Lazarus

Free Pascal => General => Topic started by: ChrisR on September 27, 2021, 02:56:44 pm

Title: [Solved] Dynamic arrays much slower than GetMem
Post by: ChrisR on September 27, 2021, 02:56:44 pm
The attached project computes a gaussian blur on a 3D volume of dimensions kDim^3. With kDim = 256, the exact same computations are 172 times slower (Apple M1, 1394 vs 239723 ms) and 294 times slower (Ryzen 3900X, 2706 vs 796013 ms ) than using traditional arrays.  I realize that there is some overhead to calling setlength(), where the array will be initialized as zeros, but there are very few calls to setlengths().

I have used dynamic arrays extensively in my projects as they are convenient. I had always thought they incurred a small penalty, but not to this extent. Can anyone suggest modifications to the code that can improve dynamic array performance.

Dynamic arrays:
  TFloat32s = array of single;
  setlength(img3D, n)
  ...
  img3D := nil;

Traditional arrays:
 f32ra = array [0..0] of Single;
 f32p = ^f32ra;
GetMem(img3D, n * 4);
...
FreeMem(img3D);
Title: Re: Dynamic arrays much slower than GetMem
Post by: Warfley on September 27, 2021, 03:31:07 pm
Dynamic arrays have a few overhead factors. The first one is of course the initialization when calling SetLength. The second one is the lazy copy mechanism. Arrays are reference counted to minimize copy operations. But when you change the array it needs to be copied.

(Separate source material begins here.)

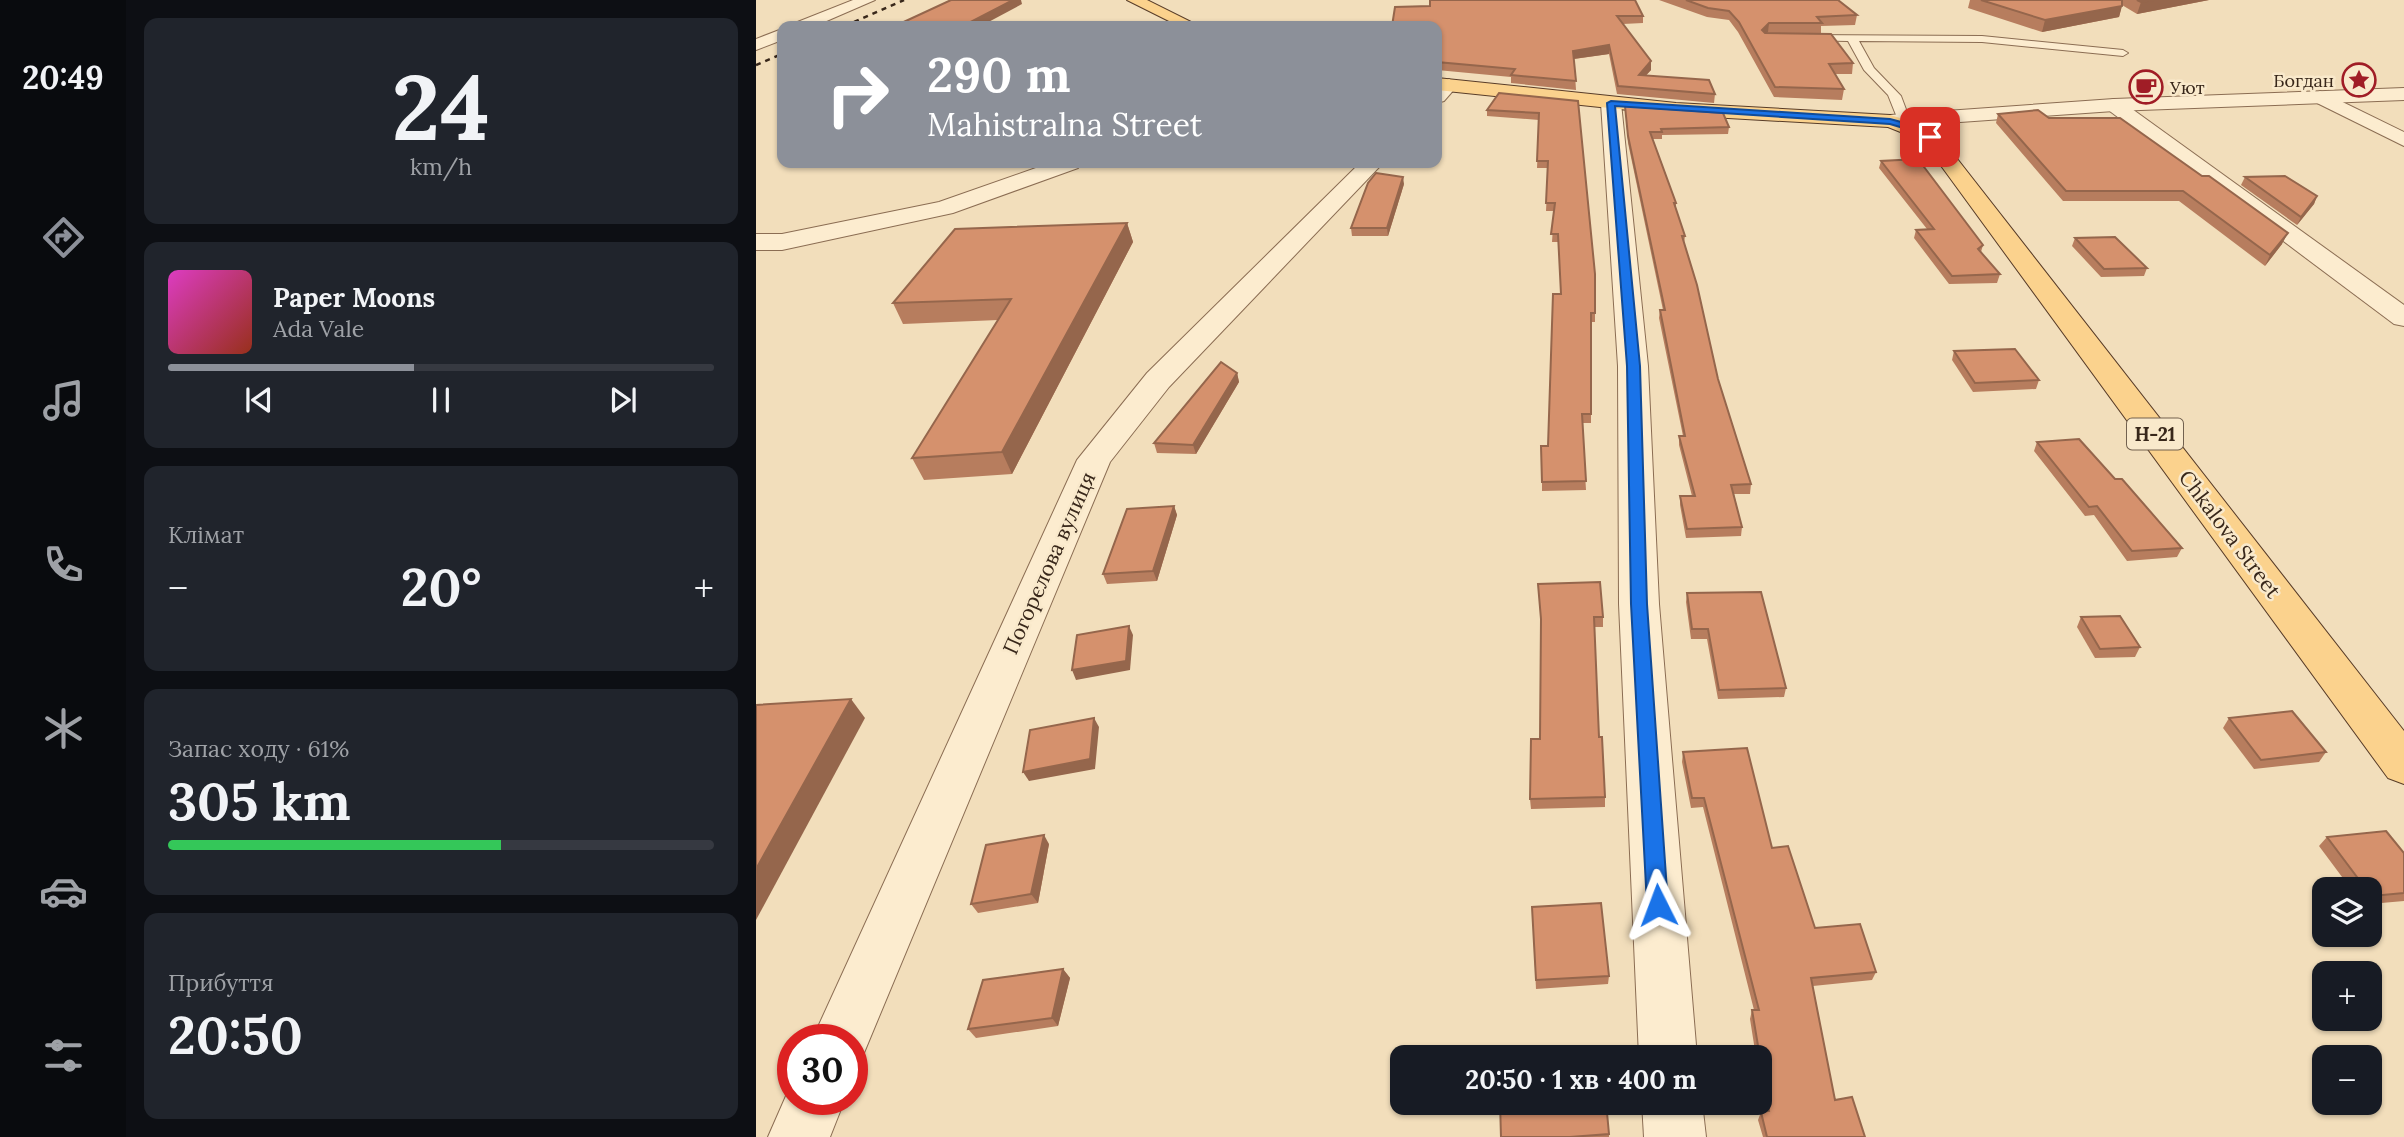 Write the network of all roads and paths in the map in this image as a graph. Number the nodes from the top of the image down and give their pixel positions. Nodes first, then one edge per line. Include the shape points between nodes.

So on every single write access, code is executed that checks if the reference counter is 1 and if it is greater, it will copy the array into a new memory location before performing the access
To avoid this, you can use pointer access to the array:
Code: Pascal  [Select][+][-]
  1. var
  2.   MyArray: Array of Single;
  3. begin
  4.   SetLength(MyArray, 2);
  5.   PSingle(MyArray)[0] := 42;
  6.   PSingle(MyArray)[1] := 3.14159;
  7. end;
Title: Re: Dynamic arrays much slower than GetMem
Post by: Thaddy on September 27, 2021, 03:40:07 pm
Indeed. It is the setlengths in loops that bites you. Never do that for performance code.
Title: Re: Dynamic arrays much slower than GetMem
Post by: MarkMLl on September 27, 2021, 03:45:37 pm
Indeed. It is the setlengths in loops that bites you. Never do that for performance code.

Seconded. Memory can be released/reallocated in situations where common sense would have suggested that it would have been retained and that has massive performance implications. That is NOT intended as criticism of the way the compiler and runtimes are written, I'm sure there are reasons that make it inevitable.

MarkMLl
Title: Re: Dynamic arrays much slower than GetMem
Post by: Thaddy on September 27, 2021, 04:00:20 pm
Well, actually: if the resize is smaller than before, there is no relocation. That only happens when the array grows.
Title: Re: Dynamic arrays much slower than GetMem
Post by: ChrisR on September 27, 2021, 04:24:47 pm
There are very few setlength() calls, none in the inner loop. I did try Warfley's PSSingle() trick, but do not see much advantage. Testing this, I found that virtually all the difference is due to a memory copy that DOES happen inside a for loop:

For the dynamic arrays I use:
  tmp := copy(img, imgp, imgp + nx - 1);
while for GetMemory I use
  Move(img^[imgp], tmp^[0],nx*4);//src,dst

I found that I could get similar performance for dynamic arrays by using
  Move(img[imgp], tmp[0],nx*4);//src,dst
So in my case, the culprit was copy. Are there any comments on my hack of using a move instruction? Is there any alternative to the `copy` instruction - here the length of the array never changes.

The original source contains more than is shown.